Established companies insist they send e-mail only to people who have voluntarily agreed to receive marketing offers. A spokeswoman for Palm says it does not know how Mr. Rathbun's e-mail address got into the hands of spammers and says it has never sold its customer list.

But often companies rent e-mail lists from a cottage industry that has emerged to lure Internet users, through a variety of schemes, into signing up for e-mail marketing.

At best, if you have ever entered a contest to win a prize, subscribed to an online newsletter or simply purchased a product on the Web, you may well have also agreed, as many such fine-print contracts put it, "to receive valuable offers from our marketing partners."

This practice falls under the rubric of what is called opt-in marketing, or getting permission to send advertising messages.

But many e-mail executives admit that these same list companies also add to their databases by buying, trading — sometimes even stealing — names.

"Everyone is looking for a quick buck now, and people are claiming to sell opt-in data who don't have it," said Pesach Lattin, who runs Adspyre, a New York e-mail marketing firm.

Moreover, some companies have allowed the e-mail addresses of their own customers, either deliberately or inadvertently, to fall into the hands of list peddlers who in turn sell them to e-mail marketers of all stripes. Sometimes, the lists are stolen from corporate owners by employees or vendors looking to make a quick profit.
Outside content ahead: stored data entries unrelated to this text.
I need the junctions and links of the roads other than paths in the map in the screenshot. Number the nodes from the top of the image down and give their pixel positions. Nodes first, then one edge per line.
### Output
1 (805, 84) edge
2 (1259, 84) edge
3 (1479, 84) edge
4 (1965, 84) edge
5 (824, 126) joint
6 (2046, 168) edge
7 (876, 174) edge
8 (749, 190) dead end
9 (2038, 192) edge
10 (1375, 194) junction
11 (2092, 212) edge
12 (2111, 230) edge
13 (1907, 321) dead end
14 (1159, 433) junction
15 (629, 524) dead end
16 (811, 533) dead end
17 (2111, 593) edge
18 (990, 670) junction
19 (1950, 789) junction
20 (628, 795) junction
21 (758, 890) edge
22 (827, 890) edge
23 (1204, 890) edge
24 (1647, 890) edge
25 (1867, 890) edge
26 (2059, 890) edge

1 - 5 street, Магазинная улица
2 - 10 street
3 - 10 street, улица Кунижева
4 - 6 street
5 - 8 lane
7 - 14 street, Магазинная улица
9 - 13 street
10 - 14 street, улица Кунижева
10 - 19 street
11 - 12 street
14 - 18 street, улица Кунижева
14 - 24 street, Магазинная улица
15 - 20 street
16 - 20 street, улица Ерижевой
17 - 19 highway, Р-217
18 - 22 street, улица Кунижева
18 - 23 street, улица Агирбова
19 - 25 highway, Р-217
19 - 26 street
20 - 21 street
But in many cases, the big companies are deliberately buying and selling access to names, relying on privacy policies — often hard to find on their sites — that they say permit such actions.

"White-collar spam" is how Nick Usborne, a newsletter writer and Internet marketing consultant, refers to this phenomenon.

"When a responsible company," Mr. Usborne said, "gets someone to sign up for a newsletter and says, now that we have their e-mail address let's make more money off it and send them e-mail they didn't ask for, that's white-collar spam."

The antispam bill passed unanimously by the Senate last week imposes tough penalties on people involved in the lowest forms of spam but it does not deal with the central questions Mr. Usborne and others raise about white-collar spam. It does nothing, for example, to establish rules defining an appropriate list of names that a purveyor of a legitimate product can use to send an offer by e-mail. Nor does it regulate the transfer of names between companies.

The law would require that every e-mail message offer recipients a method to remove themselves from an advertiser's mailing list. But with the way that names are traded today, this method would do little to reduce the amount of e-mail people receive, industry executives say.

"People don't realize that once you sign up for a contest or free stuff on the Web and you forget to uncheck a box, these people will pass your name to a hundred other people,'` said Paul Nute, a partner of Soho Digital, a New York advertising agency that represents e-mail marketers. "You've just raised your hand and said, `Send me the diet pill offers.' And there is no way to get them all to stop."